(Recorded data)
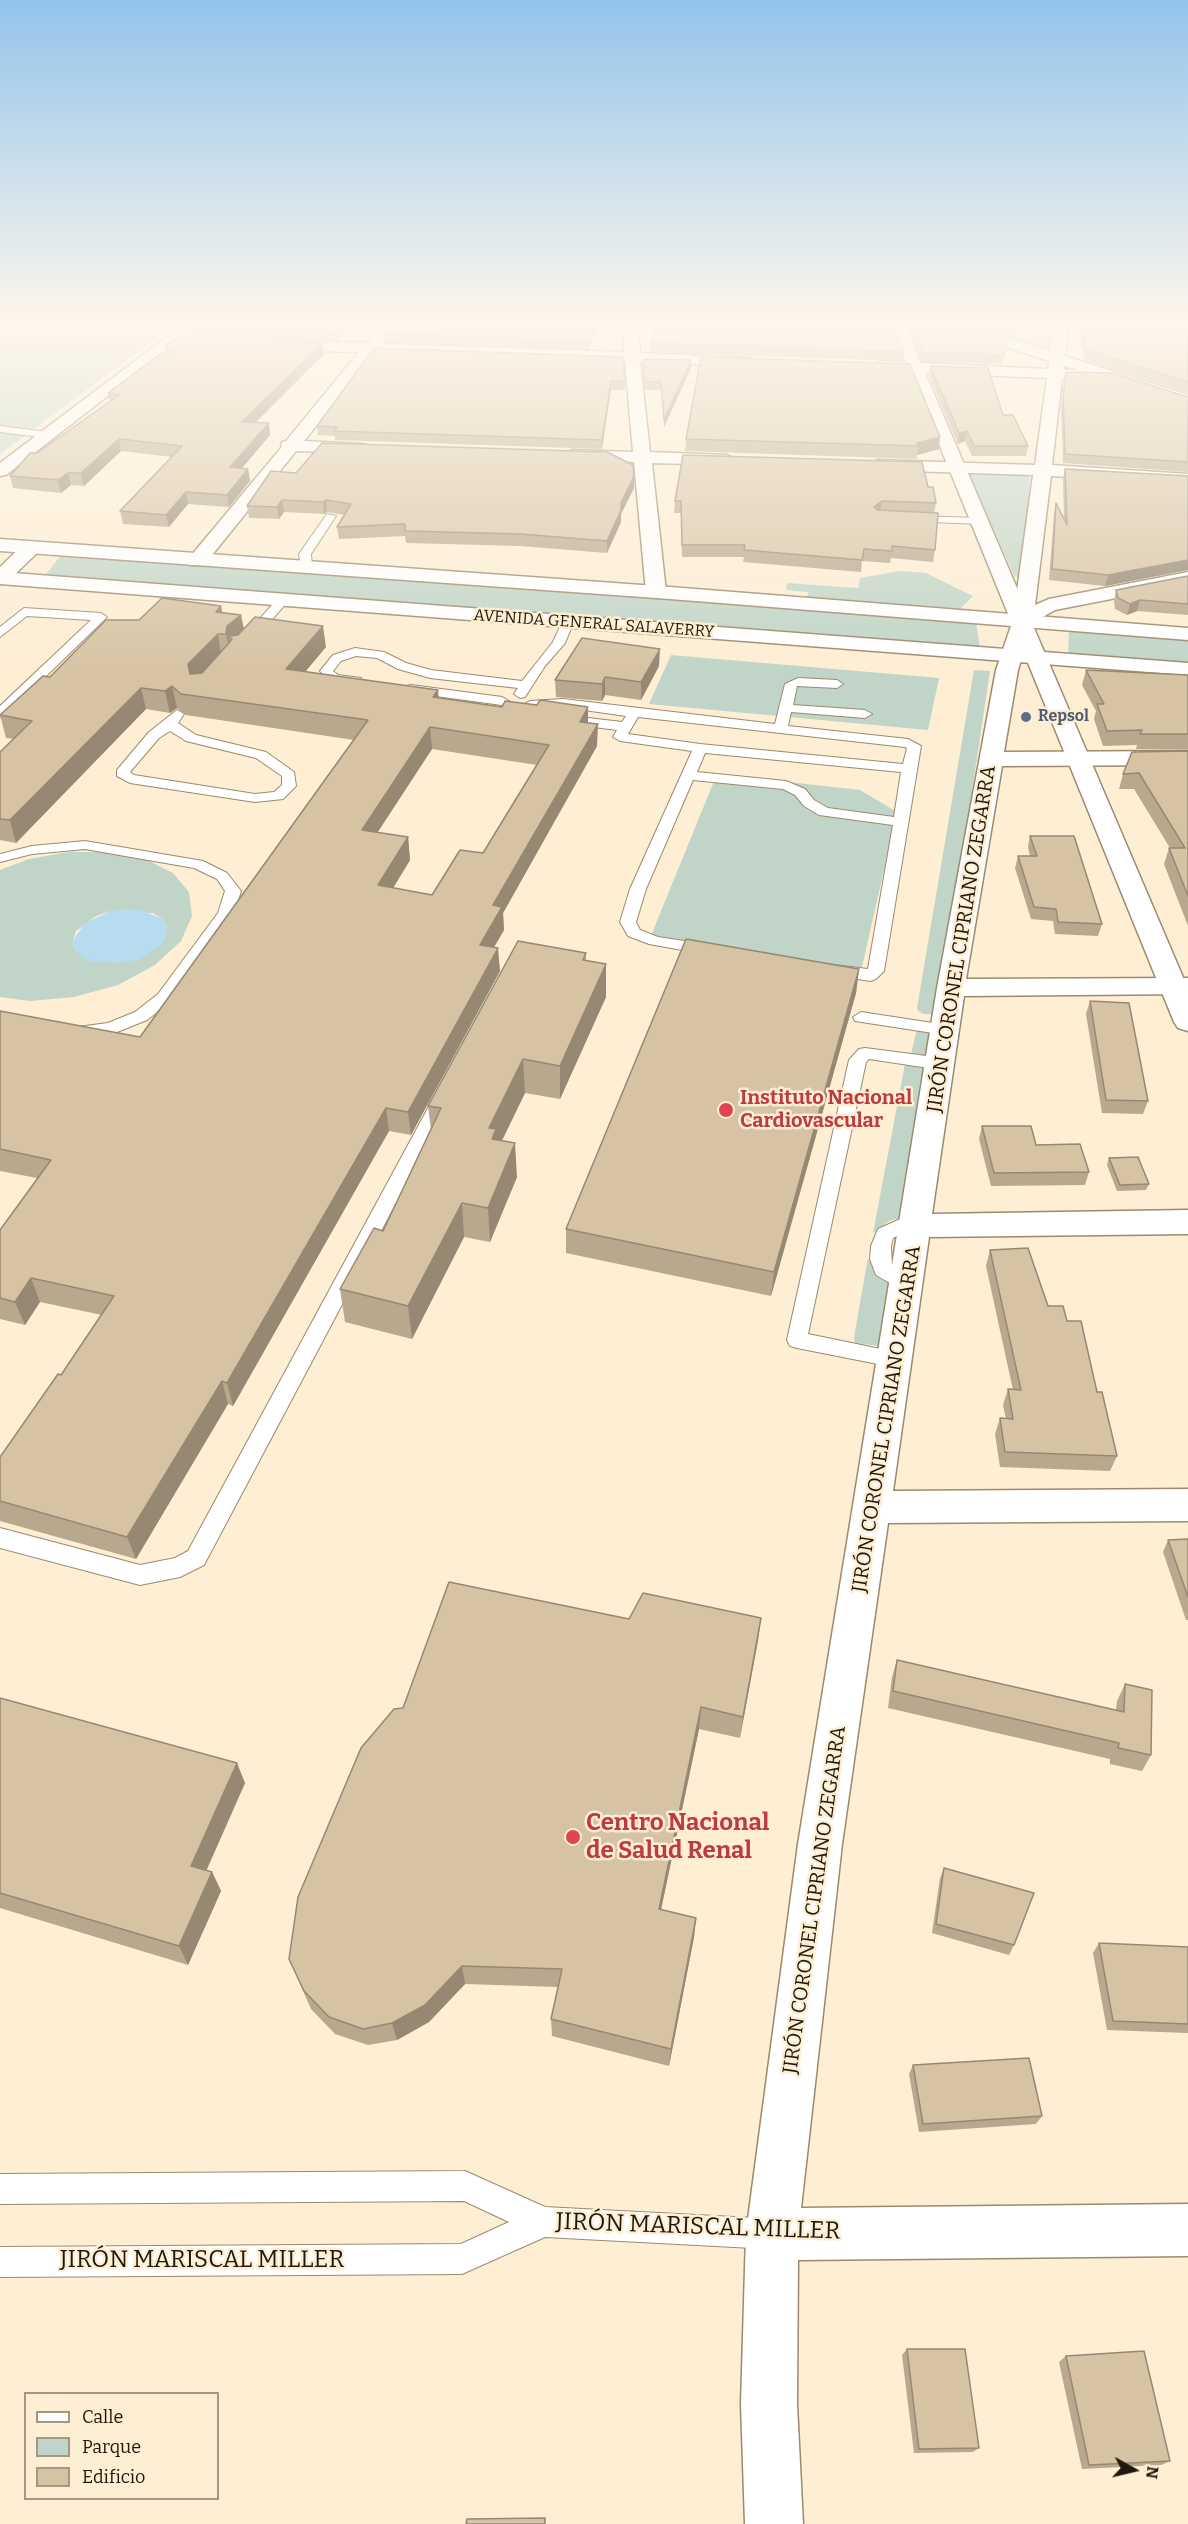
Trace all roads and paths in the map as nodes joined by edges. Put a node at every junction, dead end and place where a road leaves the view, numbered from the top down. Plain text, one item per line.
1 (42, 439) edge
2 (294, 439) edge
3 (642, 439) edge
4 (946, 439) edge
5 (1045, 439) edge
6 (288, 446) junction
7 (381, 449) edge
8 (554, 454) edge
9 (644, 457) junction
10 (748, 460) edge
11 (865, 465) edge
12 (958, 468) junction
13 (1040, 470) junction
14 (0, 471) edge
15 (1188, 479) edge
16 (331, 516) edge
17 (903, 519) edge
18 (980, 521) junction
19 (0, 545) edge
20 (31, 548) junction
21 (197, 561) junction
22 (306, 568) junction
23 (0, 578) edge
24 (1188, 578) edge
25 (656, 592) junction
26 (283, 600) junction
27 (1023, 620) junction
28 (568, 621) junction
29 (0, 633) edge
30 (1188, 634) edge
31 (248, 639) edge
32 (1011, 656) junction
33 (1036, 658) junction
34 (1188, 669) edge
35 (367, 682) edge
36 (837, 684) dead end
37 (401, 687) edge
38 (518, 703) junction
39 (787, 708) junction
40 (0, 713) edge
41 (634, 713) junction
42 (865, 714) dead end
43 (174, 719) joint
44 (626, 727) junction
45 (781, 729) junction
46 (700, 748) junction
47 (1188, 758) edge
48 (991, 759) junction
49 (1078, 759) junction
50 (909, 769) junction
51 (690, 775) junction
52 (902, 822) junction
53 (0, 858) edge
54 (723, 952) edge
55 (813, 967) edge
56 (1181, 987) edge
57 (951, 988) junction
58 (861, 1017) dead end
59 (1188, 1022) edge
60 (55, 1029) edge
61 (944, 1047) junction
62 (452, 1080) edge
63 (1188, 1222) edge
64 (917, 1226) junction
65 (893, 1359) junction
66 (1188, 1504) edge
67 (873, 1507) junction
68 (0, 1538) edge
69 (0, 2189) edge
70 (544, 2222) junction
71 (1188, 2229) edge
72 (772, 2234) junction
73 (0, 2262) edge
74 (774, 2524) edge

1 - 14 street
2 - 6 street
3 - 9 street
4 - 12 street
5 - 13 street, JIRÓN CORONEL CIPRIANO ZEGARRA
6 - 7 street
6 - 21 street
8 - 9 street
9 - 10 street
9 - 25 street
11 - 12 street
12 - 13 street
12 - 18 street
13 - 15 street
13 - 27 street, JIRÓN CORONEL CIPRIANO ZEGARRA
16 - 22 lane
17 - 18 lane
18 - 27 street
19 - 20 street, AVENIDA GENERAL SALAVERRY
20 - 21 street, AVENIDA GENERAL SALAVERRY
20 - 23 street
21 - 22 street, AVENIDA GENERAL SALAVERRY
22 - 25 street, AVENIDA GENERAL SALAVERRY
23 - 26 street, AVENIDA GENERAL SALAVERRY
24 - 27 street
25 - 27 street, AVENIDA GENERAL SALAVERRY
26 - 28 street, AVENIDA GENERAL SALAVERRY
26 - 31 lane
27 - 30 street, AVENIDA GENERAL SALAVERRY
27 - 32 street, JIRÓN CORONEL CIPRIANO ZEGARRA
27 - 33 street
28 - 32 street, AVENIDA GENERAL SALAVERRY
28 - 38 lane
29 - 40 lane
32 - 33 street, AVENIDA GENERAL SALAVERRY
32 - 48 street, JIRÓN CORONEL CIPRIANO ZEGARRA
33 - 34 street, AVENIDA GENERAL SALAVERRY
33 - 49 street
35 - 38 lane
36 - 39 lane
37 - 38 lane
38 - 41 lane
38 - 44 lane
39 - 42 lane
39 - 45 lane
41 - 44 lane
41 - 45 lane
43 - 43 lane
44 - 46 lane
45 - 50 lane
46 - 50 lane
46 - 51 lane
47 - 49 street
48 - 49 street
48 - 57 street, JIRÓN CORONEL CIPRIANO ZEGARRA
49 - 56 street
50 - 52 lane
51 - 52 lane
51 - 54 lane
52 - 55 lane
53 - 60 lane
56 - 57 street
56 - 59 street
57 - 61 street, JIRÓN CORONEL CIPRIANO ZEGARRA
58 - 61 lane
61 - 64 street, JIRÓN CORONEL CIPRIANO ZEGARRA
61 - 65 lane
62 - 68 lane
63 - 64 street
64 - 65 street, JIRÓN CORONEL CIPRIANO ZEGARRA
65 - 67 street, JIRÓN CORONEL CIPRIANO ZEGARRA
66 - 67 street
67 - 72 street, JIRÓN CORONEL CIPRIANO ZEGARRA
69 - 70 lane
70 - 72 lane, JIRÓN MARISCAL MILLER
70 - 73 lane, JIRÓN MARISCAL MILLER
71 - 72 street, JIRÓN MARISCAL MILLER
72 - 74 street, JIRÓN CORONEL CIPRIANO ZEGARRA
(End Recorded data)
● **Task details**
Out of the records above, pick each line that contains the string "dead".

● **Task solution**
Trace all roads and paths in the map as nodes joined by edges. Put a node at every junction, dead end and place where a road leaves the view, numbered from the top down. Plain text, one item per line.
36 (837, 684) dead end
42 (865, 714) dead end
58 (861, 1017) dead end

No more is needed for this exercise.